Emsal Mahkeme Kararı İstanbul Anadolu 5. Asliye Ticaret Mahkemesi 2011/114 E. 2018/1077 K. 13.11.2018 T.

Görüntülediğiniz mahkeme kararı henüz kesinleşmemiştir. Yararlı olması amacıyla eklenmiştir.

T.C. İstanbul Anadolu 5. ASLİYE TİCARET MAHKEMESİ
ESAS NO : 2011/114 Esas
KARAR NO : 2018/1077
DAVA : İtirazın İptali
DAVA TARİHİ : 04/02/2011
KARAR TARİHİ : 13/11/2018
Mahkememizde görülmekte olan İtirazın İptali davasının yapılan açık yargılaması sonunda,
GEREĞİ DÜŞÜNÜLDÜ:
İDDİA: Davacı vekili dava dilekçesinde özetle, davalı aleyhine Kadıköy 2. İcra Müdürlüğü’nün ———— esas sayılı dosyası ile takibe geçildiğini, takibin davalının itirazı üzerine durduğunu, itirazın haksız olduğunu, taraflar arasında——- tarihli aracılık hizmet ve garanti sözleşmesinin yapıldığını, bu kapsamda davalıya dava dışı—– tarafından —- indirilmiş deniz yakıtı satıldığını, davalının aldığı akaryakıtın bedelini ödemediğini, bunun üzerine garantörlük sözleşmesi uyarınca bu tutarın davacı tarafından Balpet’e ödendiğini, bu nedenle davalıdan alacaklı olunduğu iddia edilerek borçlunun mal kaçırma ihtimaline istinaden mallarına tedbir mahiyetinde ihtiyati haciz konulmasına, itirazın iptali ile takibin devamına, %40’tan aşağı olmamak kaydı ile icra inkar tazminatına hükmedilmesine karar verilmesini talep ve dava etmiştir.
SAVUNMA: Davalı tarafa usulüne uygun dava dilekçesi tebliğine rağmen davalı davaya cevap vermemiştir.
İNCELEME VE GEREKÇE: Dava hukuki niteliği itibariyle, üçüncü kişinin fiilini taahhüt kapsamında yapılan ödemelerin rücuen tahsili istemi ile başlatılan icra takibine itirazın iptali davasıdır.

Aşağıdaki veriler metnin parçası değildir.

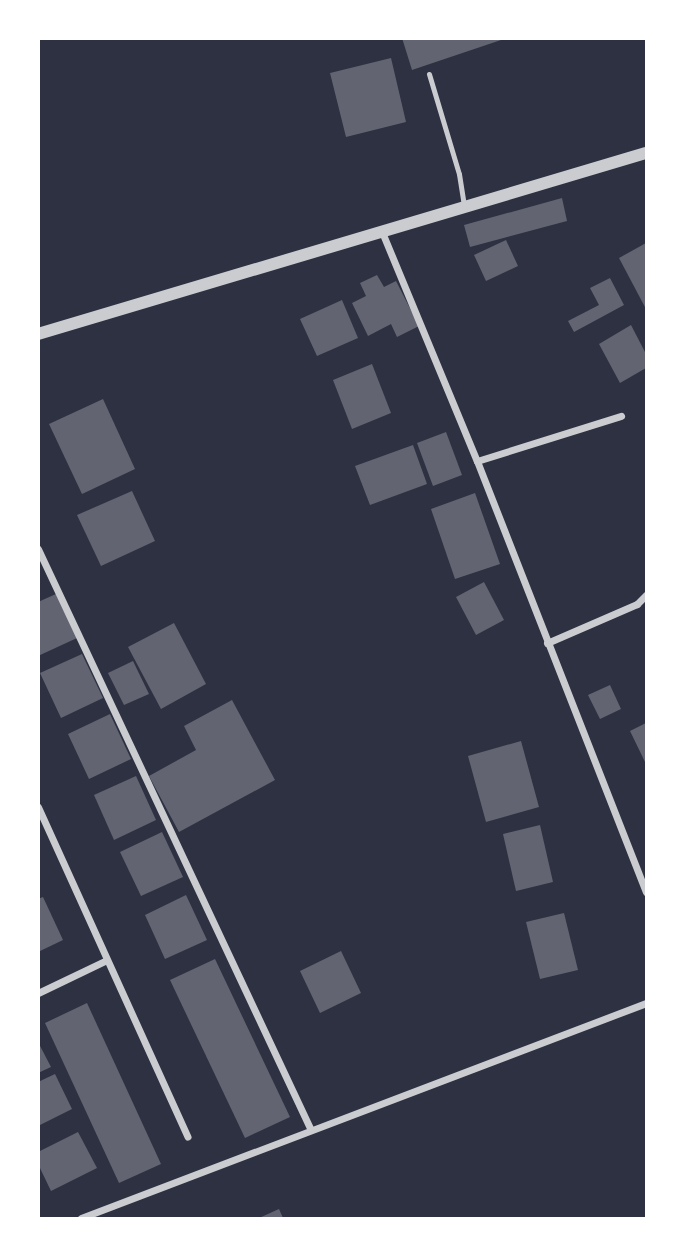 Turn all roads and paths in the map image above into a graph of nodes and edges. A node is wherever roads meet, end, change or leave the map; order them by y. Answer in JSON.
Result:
{"nodes":[{"id":1,"x":429,"y":74,"type":"dead end"},
{"id":2,"x":646,"y":153,"type":"edge"},
{"id":3,"x":464,"y":210,"type":"junction"},
{"id":4,"x":382,"y":232,"type":"junction"},
{"id":5,"x":38,"y":334,"type":"edge"},
{"id":6,"x":621,"y":416,"type":"dead end"},
{"id":7,"x":477,"y":461,"type":"junction"},
{"id":8,"x":38,"y":549,"type":"edge"},
{"id":9,"x":646,"y":595,"type":"edge"},
{"id":10,"x":547,"y":643,"type":"junction"},
{"id":11,"x":38,"y":807,"type":"edge"},
{"id":12,"x":646,"y":892,"type":"edge"},
{"id":13,"x":107,"y":960,"type":"junction"},
{"id":14,"x":38,"y":993,"type":"edge"},
{"id":15,"x":646,"y":1003,"type":"edge"},
{"id":16,"x":310,"y":1128,"type":"junction"},
{"id":17,"x":188,"y":1137,"type":"dead end"},
{"id":18,"x":81,"y":1219,"type":"edge"}],
"edges":[{"from":1,"to":3,"type":"lane"},
{"from":2,"to":3,"type":"street"},
{"from":3,"to":4,"type":"street"},
{"from":4,"to":5,"type":"street"},
{"from":4,"to":7,"type":"street"},
{"from":6,"to":7,"type":"street"},
{"from":7,"to":10,"type":"street"},
{"from":8,"to":16,"type":"street"},
{"from":9,"to":10,"type":"street"},
{"from":10,"to":12,"type":"street"},
{"from":11,"to":13,"type":"street"},
{"from":13,"to":14,"type":"street"},
{"from":13,"to":17,"type":"street"},
{"from":15,"to":16,"type":"street"},
{"from":16,"to":18,"type":"street"}]}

Dava yazılı yargılama usulüne tabi olup dilekçeler teatisi tamamlandıktan sonra HMK.140.maddesi uyarınca ön inceleme duruşmalı olarak yapılıp dava şartları ve ilk itirazla incelenmiş, uyuşmazlık noktaları tespit edildikten sonra tahkikat ile birlikte deliller toplanmış, bilirkişi incelemeleri yapılarak raporlar alınmış, yargılama sırasında 28/02/2018 tarihinde kabul edilen 7101 sayılı kanunun 61. Maddesiyle 6102 sayılı T.T.K. nın 4. maddesinin 2. fıkrasının değiştirilmesi sebebiyle dava miktar itibariyle basit yargılama usulüne geçilmesi gerekiyor ise de davanın yazılı yargılama usulüyle başlamış olması ve tahkikatın bu usule göre bitirilmiş olması gözetilerek davalının hukuki dinlenilme hakkı kapsamında ve hukuk güvenliği ilkesince sözlü yargılama aşamasına geçilerek yargılama sonuçlandırılmıştır.

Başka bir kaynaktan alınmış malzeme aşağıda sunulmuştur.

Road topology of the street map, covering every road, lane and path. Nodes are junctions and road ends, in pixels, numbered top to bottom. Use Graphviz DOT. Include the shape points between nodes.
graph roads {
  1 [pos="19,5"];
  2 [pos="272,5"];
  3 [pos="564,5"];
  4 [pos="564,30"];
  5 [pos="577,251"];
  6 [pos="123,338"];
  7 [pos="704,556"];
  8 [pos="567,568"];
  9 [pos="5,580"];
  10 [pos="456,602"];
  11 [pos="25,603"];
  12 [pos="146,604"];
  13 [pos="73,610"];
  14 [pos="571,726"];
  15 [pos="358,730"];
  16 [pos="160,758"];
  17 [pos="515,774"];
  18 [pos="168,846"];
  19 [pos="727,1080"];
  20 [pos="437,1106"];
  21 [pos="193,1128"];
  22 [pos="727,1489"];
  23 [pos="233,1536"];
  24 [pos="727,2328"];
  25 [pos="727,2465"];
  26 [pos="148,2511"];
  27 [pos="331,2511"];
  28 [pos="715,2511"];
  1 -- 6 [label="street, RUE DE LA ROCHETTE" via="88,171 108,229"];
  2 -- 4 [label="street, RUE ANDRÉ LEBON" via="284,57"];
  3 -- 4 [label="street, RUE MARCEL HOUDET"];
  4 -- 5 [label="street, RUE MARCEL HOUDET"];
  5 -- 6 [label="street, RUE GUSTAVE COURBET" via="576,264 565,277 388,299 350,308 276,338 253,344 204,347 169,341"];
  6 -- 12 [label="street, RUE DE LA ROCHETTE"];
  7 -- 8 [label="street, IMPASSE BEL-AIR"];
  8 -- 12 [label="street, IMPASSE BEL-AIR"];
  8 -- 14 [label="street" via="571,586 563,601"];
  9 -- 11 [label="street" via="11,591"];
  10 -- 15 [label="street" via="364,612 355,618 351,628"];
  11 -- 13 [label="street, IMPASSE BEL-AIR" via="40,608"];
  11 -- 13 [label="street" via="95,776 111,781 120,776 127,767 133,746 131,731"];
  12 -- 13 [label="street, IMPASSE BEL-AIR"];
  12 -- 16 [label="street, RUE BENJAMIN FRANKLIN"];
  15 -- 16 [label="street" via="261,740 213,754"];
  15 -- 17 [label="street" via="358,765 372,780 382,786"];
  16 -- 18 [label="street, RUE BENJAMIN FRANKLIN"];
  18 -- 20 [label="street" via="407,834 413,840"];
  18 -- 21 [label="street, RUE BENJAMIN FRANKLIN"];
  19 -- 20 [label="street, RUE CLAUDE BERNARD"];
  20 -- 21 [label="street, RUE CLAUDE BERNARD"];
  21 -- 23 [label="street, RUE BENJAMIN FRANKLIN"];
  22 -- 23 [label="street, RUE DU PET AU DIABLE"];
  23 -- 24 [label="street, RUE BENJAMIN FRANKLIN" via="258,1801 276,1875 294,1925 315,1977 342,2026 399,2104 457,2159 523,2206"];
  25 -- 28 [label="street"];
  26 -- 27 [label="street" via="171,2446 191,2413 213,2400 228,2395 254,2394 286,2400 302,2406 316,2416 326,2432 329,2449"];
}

Davacının tedbir talebi dava konusu hususların yargılamayı gerektirmesi ve alacak iddiasının yaklaşık olarak da olsa ispat edilemediği gerekçesiyle tensiben ve yinelenmesi sebebiyle———- tarihli ara karar ile reddedilmiştir.
İcra dosyası ve Adana 2. Asliye Ticaret Mahkemesi’nin——— E sayılı dosya sureti ve dava dışı—— isimli firmaya yazılan yazı cevabı celp edilmiş, davacı tarafça dosyaya sunulan davacı ile dava dışı —–arasında imza edilen ——- tarihl———– Sözleşmesi sureti, fatura suretleri, banka dekonları ve yakıt teslim tutanakları dosya içerisine alınmıştır.

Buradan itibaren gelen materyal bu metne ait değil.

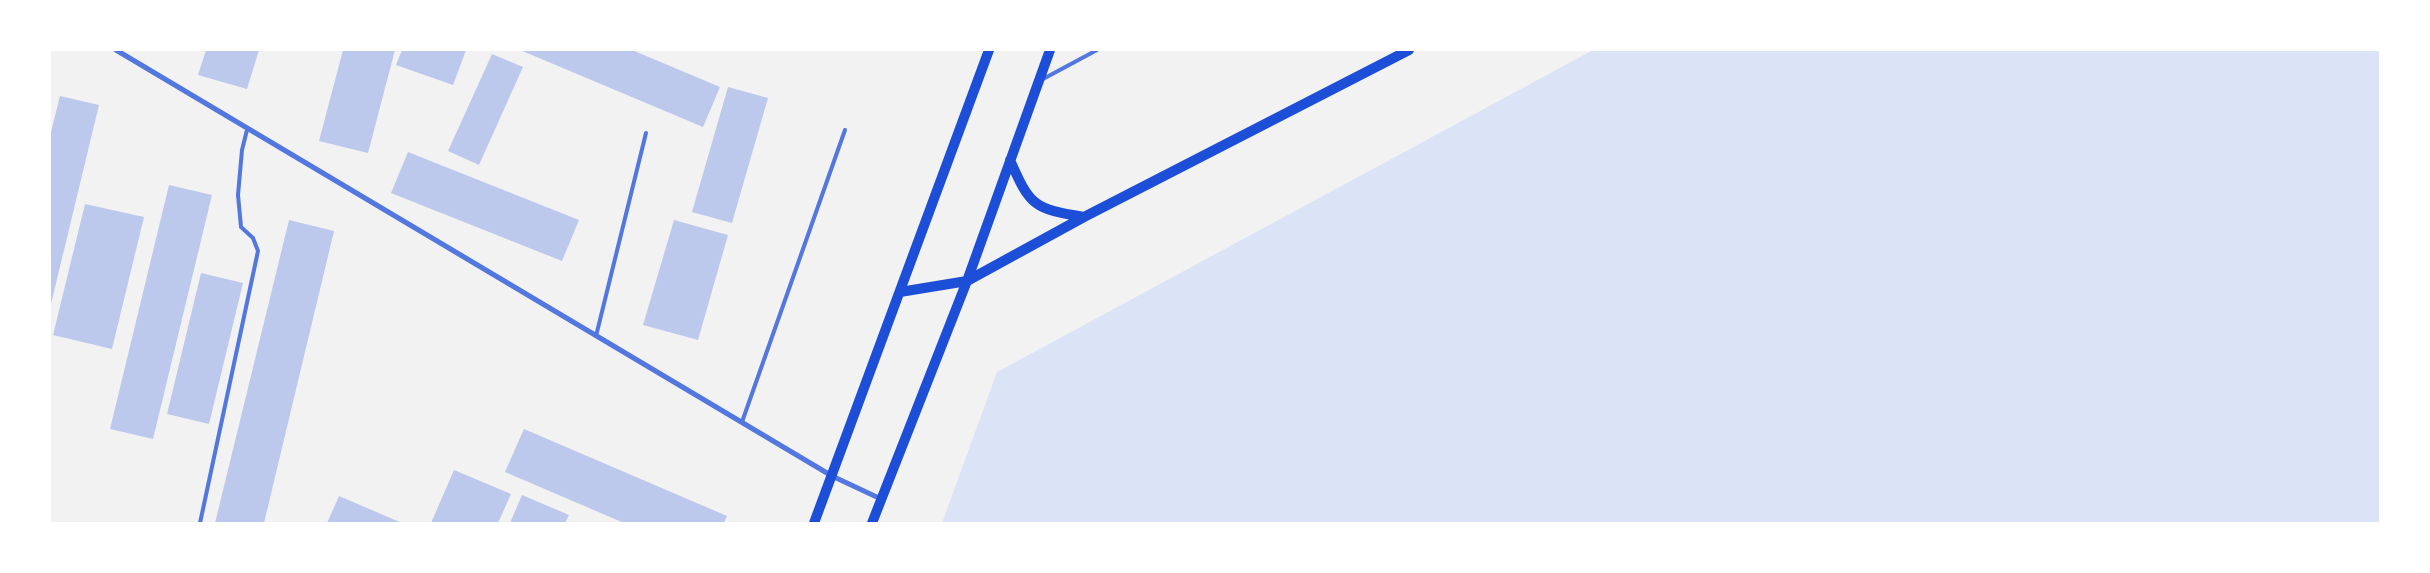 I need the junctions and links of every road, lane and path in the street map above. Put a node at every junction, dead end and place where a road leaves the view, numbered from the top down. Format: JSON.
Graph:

İtirazın iptali istemine konu, İstanbul Anadolu 2. İcra Müdürlüğü’nün ——— E. sayılı icra takip dosyasının yapılan incelemesinde; takibin alacaklısının ————, borçlusunun ——— olduğu, takibin dayanağının rücuen tahsil istemi olarak gösterildiği, takibin ——–TL asıl alacağın tahsiline yönelik genel haciz yoluyla yapılan icra takibi olduğu; süresi içerisinde yapılan itiraz sonrasında icra müdürlüğünce durdurma kararı verildiği ve davanın İİK.’nın 67. Maddesindeki 1 (bir) yıllık hak düşürücü süre içerinde açıldığı anlaşılmıştır.
Adana 2. Asliye Ticaret Mahkemesi’nin ——— E; ——- K sayılı dosyasının incelenmesinde; dosyamızda itirazın iptali istemine konu alacak ile ilgili olarak öncelikle Adana 6. İcra Müdürlüğü’nün ——— E sayılı başlatılan takip dosyasında davalının icra müdürlüğünün yetkisine itiraz ettiği, mahkemece, taraflar arasında doğrudan hukuki ilişki bulunmadığı gerekçesiyle yetkili icra müdürlüğünde takip başlatılmaması sebebiyle davanın usulden reddine karar verildiği kararın ——– tarihinde kesinleştiği görülmüştür.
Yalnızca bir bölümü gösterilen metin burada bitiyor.